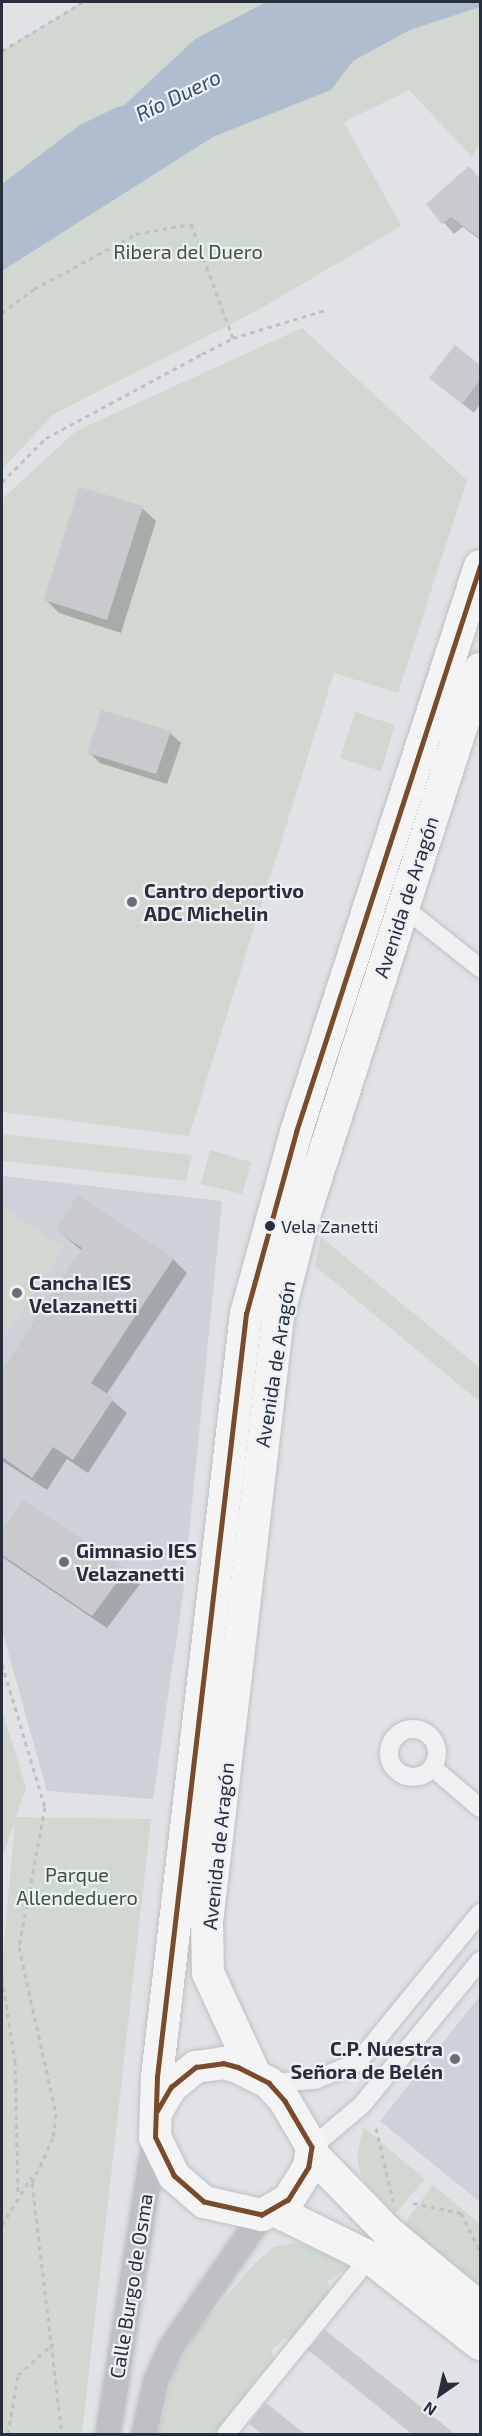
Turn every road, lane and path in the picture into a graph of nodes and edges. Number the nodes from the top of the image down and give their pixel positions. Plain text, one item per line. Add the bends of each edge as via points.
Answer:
1 (83, 2) edge
2 (2, 51) edge
3 (325, 310) dead end
4 (2, 314) edge
5 (233, 338) junction
6 (2, 482) edge
7 (480, 566) edge
8 (480, 669) edge
9 (407, 794) junction
10 (402, 906) junction
11 (480, 968) edge
12 (2, 1664) edge
13 (432, 1767) dead end
14 (480, 1808) edge
15 (480, 1913) edge
16 (480, 1961) edge
17 (2, 1978) edge
18 (262, 2079) junction
19 (156, 2124) junction
20 (376, 2128) dead end
21 (312, 2151) junction
22 (34, 2174) junction
23 (18, 2192) junction
24 (413, 2203) dead end
25 (394, 2209) dead end
26 (278, 2215) junction
27 (2, 2225) edge
28 (480, 2251) edge
29 (230, 2264) junction
30 (360, 2269) dead end
31 (480, 2308) edge
32 (54, 2343) junction
33 (480, 2344) edge
34 (234, 2432) edge
35 (8, 2434) edge
36 (62, 2434) edge
37 (108, 2434) edge
38 (144, 2434) edge

1 - 2 path
3 - 5 path
4 - 5 path via 34,289 136,234 191,224
5 - 6 path via 46,438
7 - 9 highway, Avenida de Aragón
8 - 10 highway, Avenida de Aragón
9 - 10 street via 416,806
9 - 19 highway, Avenida de Aragón via 296,1132 246,1314
10 - 11 street
10 - 18 highway, Avenida de Aragón via 303,1220 278,1317 262,1438 207,1922 208,1973
12 - 22 path via 45,1807 20,1920 19,1947 56,2114 53,2138
13 - 14 street
15 - 18 street via 358,2062 315,2080
16 - 21 street via 362,2105
17 - 23 path via 15,2061
18 - 19 highway via 223,2063 196,2067 171,2087
18 - 21 highway via 302,2125
19 - 26 highway via 174,2176 204,2202
19 - 37 street, Calle Burgo de Osma
20 - 25 path
21 - 26 highway via 303,2180
21 - 31 highway via 387,2231
22 - 23 path
22 - 32 path
23 - 27 path
24 - 28 path via 461,2213
26 - 29 street, Calle Burgo de Osma
26 - 29 street, Calle Burgo de Osma
26 - 33 highway via 369,2257
29 - 38 street, Calle Burgo de Osma via 163,2363
30 - 34 street
32 - 35 path via 18,2375
32 - 36 path

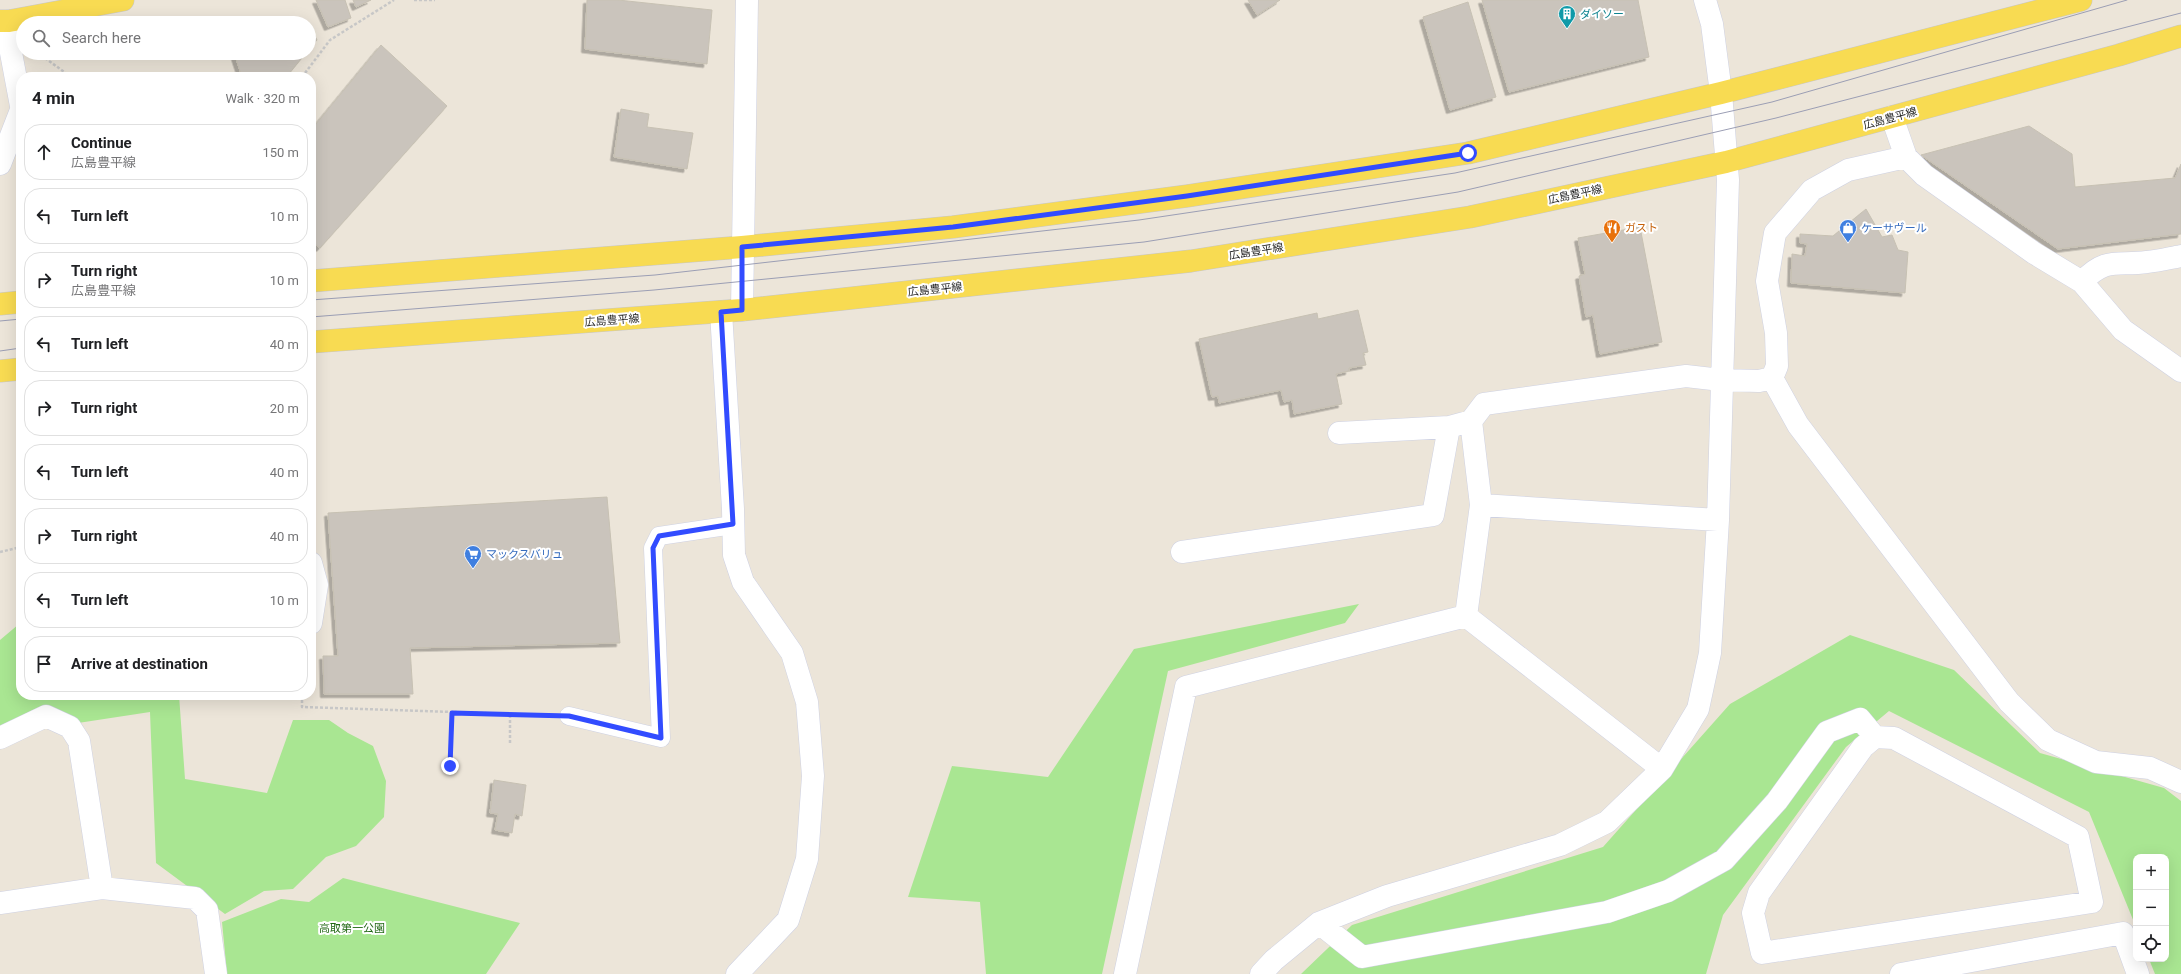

• _Task item_:
Above are lines of data; count those that hold "highway" and answer with the number only.

• _Task result_:
10